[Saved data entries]
————
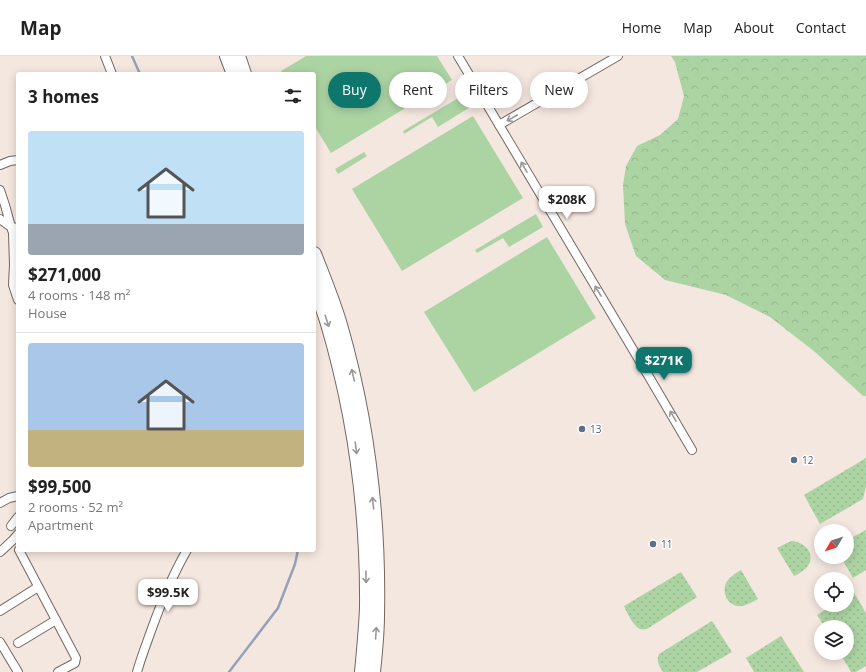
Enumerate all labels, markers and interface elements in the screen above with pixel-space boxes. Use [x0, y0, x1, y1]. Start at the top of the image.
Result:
text: Map [20, 15, 61, 41]
text: Home [622, 18, 661, 37]
text: Map [683, 18, 712, 37]
text: About [734, 18, 774, 37]
text: Contact [796, 18, 846, 37]
chip: Buy [328, 72, 381, 108]
chip: Rent [389, 72, 447, 108]
chip: Filters [455, 72, 522, 108]
chip: New [530, 72, 588, 108]
text: 3 homes [28, 85, 99, 108]
icon: filters [282, 85, 304, 107]
one-way arrow [506, 115, 518, 123]
icon: home [130, 157, 202, 229]
one-way arrow [519, 161, 527, 173]
pin: $208K [539, 186, 595, 220]
text: $208K [548, 190, 586, 208]
text: $271,000 [28, 263, 101, 286]
one-way arrow [593, 285, 601, 297]
text: 4 rooms · 148 m² [28, 286, 130, 304]
text: House [28, 304, 67, 322]
one-way arrow [324, 314, 331, 327]
pin: $271K [636, 347, 692, 381]
text: $271K [645, 351, 683, 369]
icon: home [130, 369, 202, 441]
one-way arrow [348, 369, 356, 382]
one-way arrow [668, 410, 676, 422]
place label: 13 [590, 422, 602, 436]
marker: 13 [577, 424, 587, 434]
one-way arrow [352, 441, 360, 454]
place label: 12 [802, 453, 814, 467]
marker: 12 [789, 455, 799, 465]
text: $99,500 [28, 475, 91, 498]
one-way arrow [369, 497, 377, 510]
text: 2 rooms · 52 m² [28, 498, 123, 516]
text: Apartment [28, 516, 93, 534]
north arrow [814, 524, 854, 564]
map controls [814, 524, 854, 660]
place label: 11 [661, 537, 672, 551]
marker: 11 [648, 539, 658, 549]
one-way arrow [362, 570, 370, 583]
button: locate [814, 572, 854, 612]
pin: $99.5K [135, 579, 201, 613]
text: $99.5K [147, 583, 189, 601]
button: layers [814, 620, 854, 660]
one-way arrow [373, 627, 380, 640]

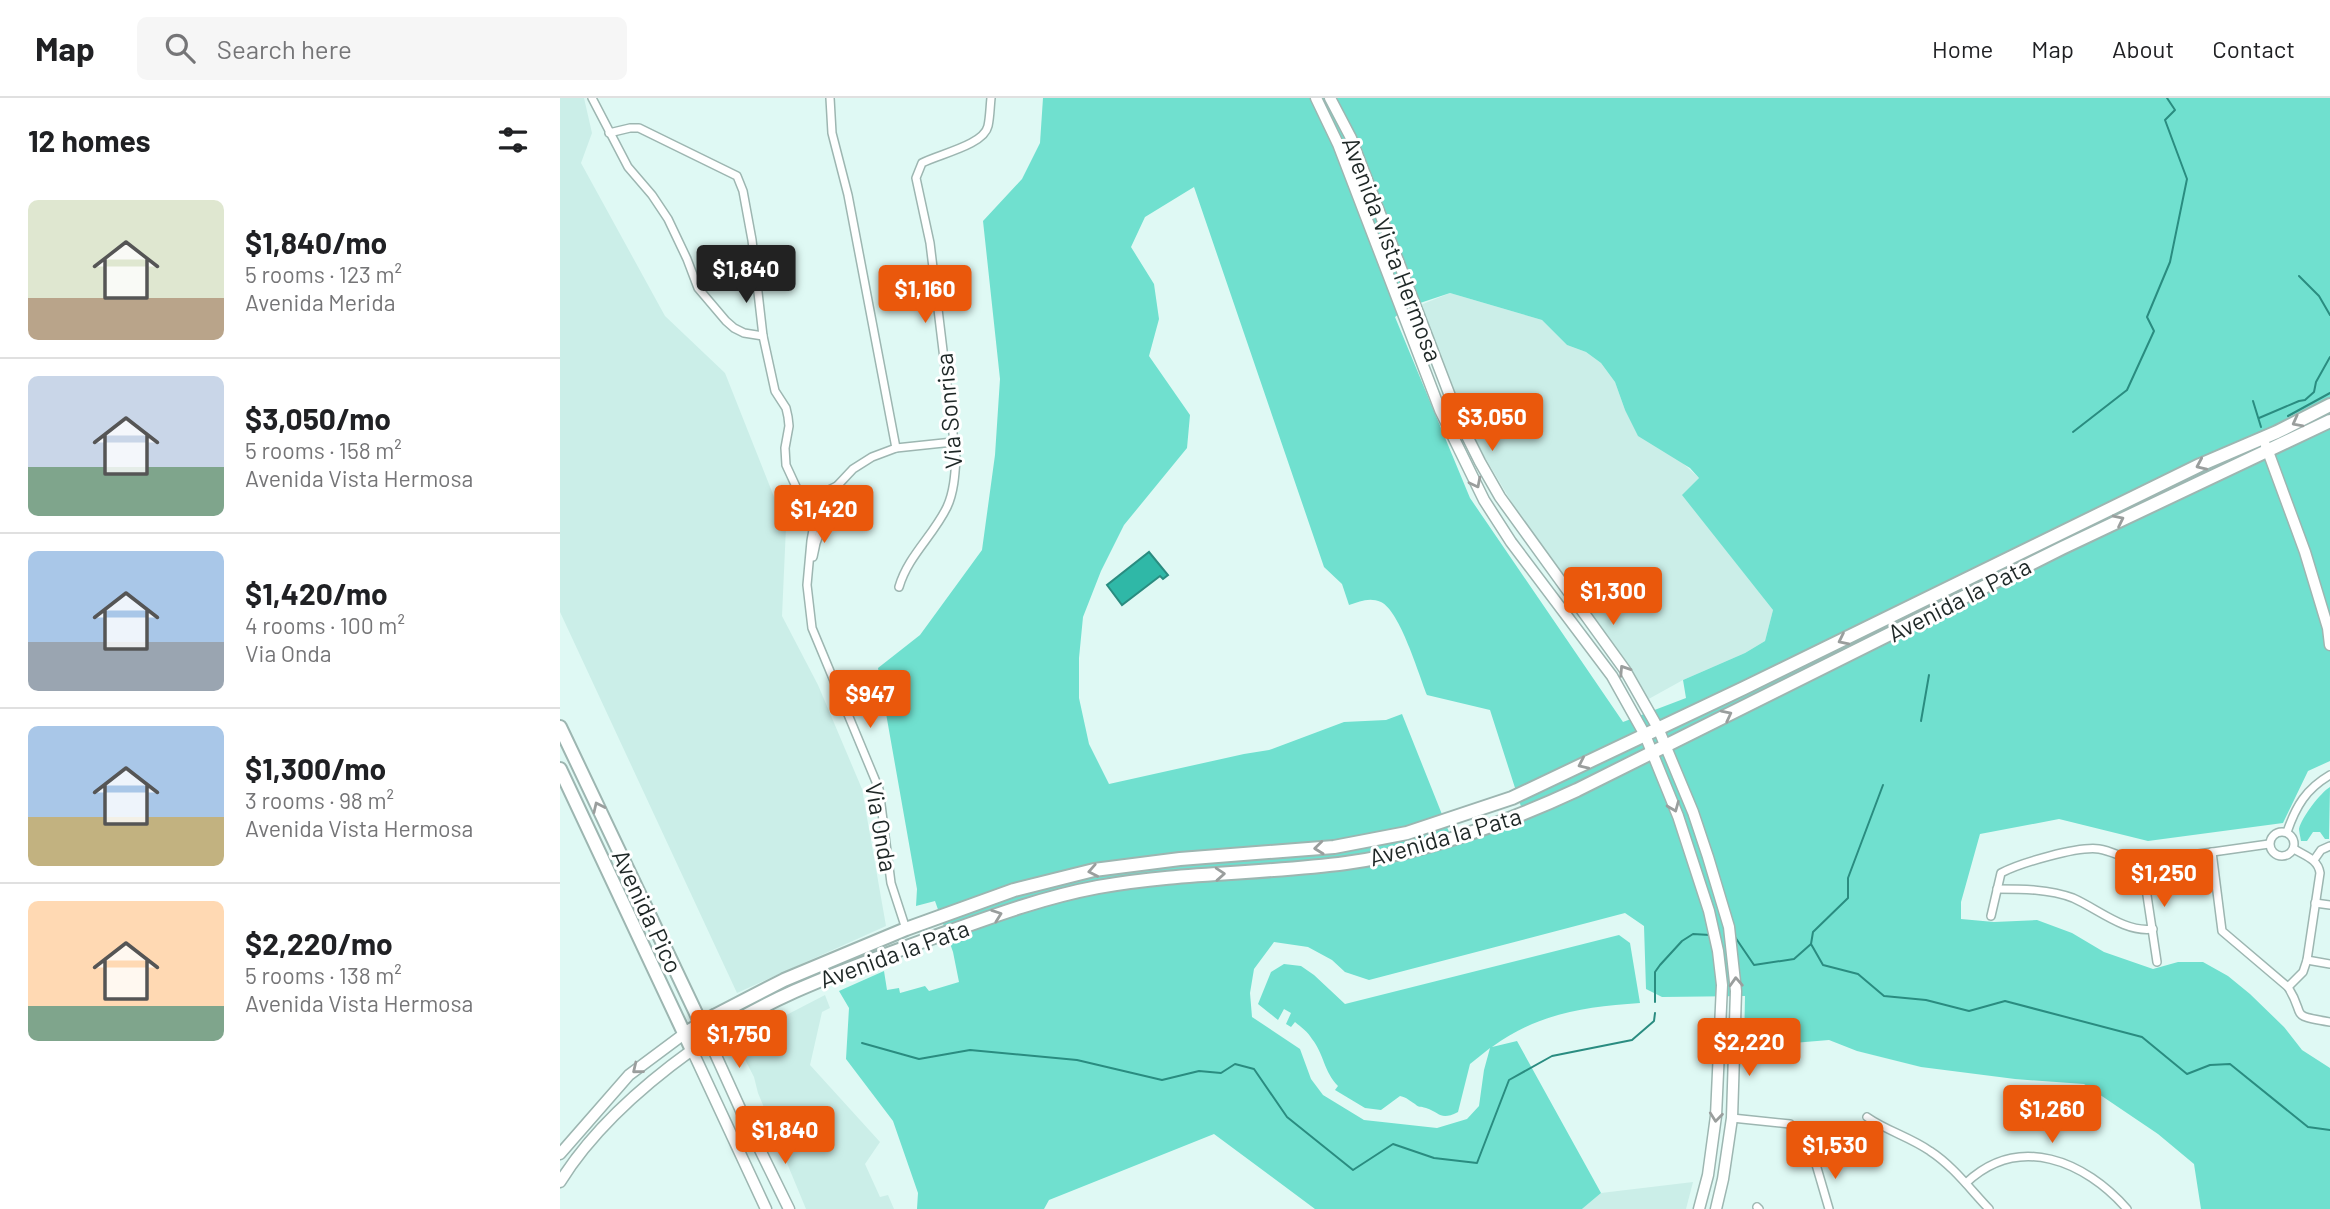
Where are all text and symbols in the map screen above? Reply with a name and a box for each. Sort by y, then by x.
————
## Aim of the exercise
Wherever the word "above" turns up in the records, copy out the line it is on.

## Result
Enumerate all labels, markers and interface elements in the screen above with pixel-space boxes. Use [x0, y0, x1, y1]. Start at the top of the image.
Where are all text and symbols in the map screen above? Reply with a name and a box for each. Sort by y, then by x.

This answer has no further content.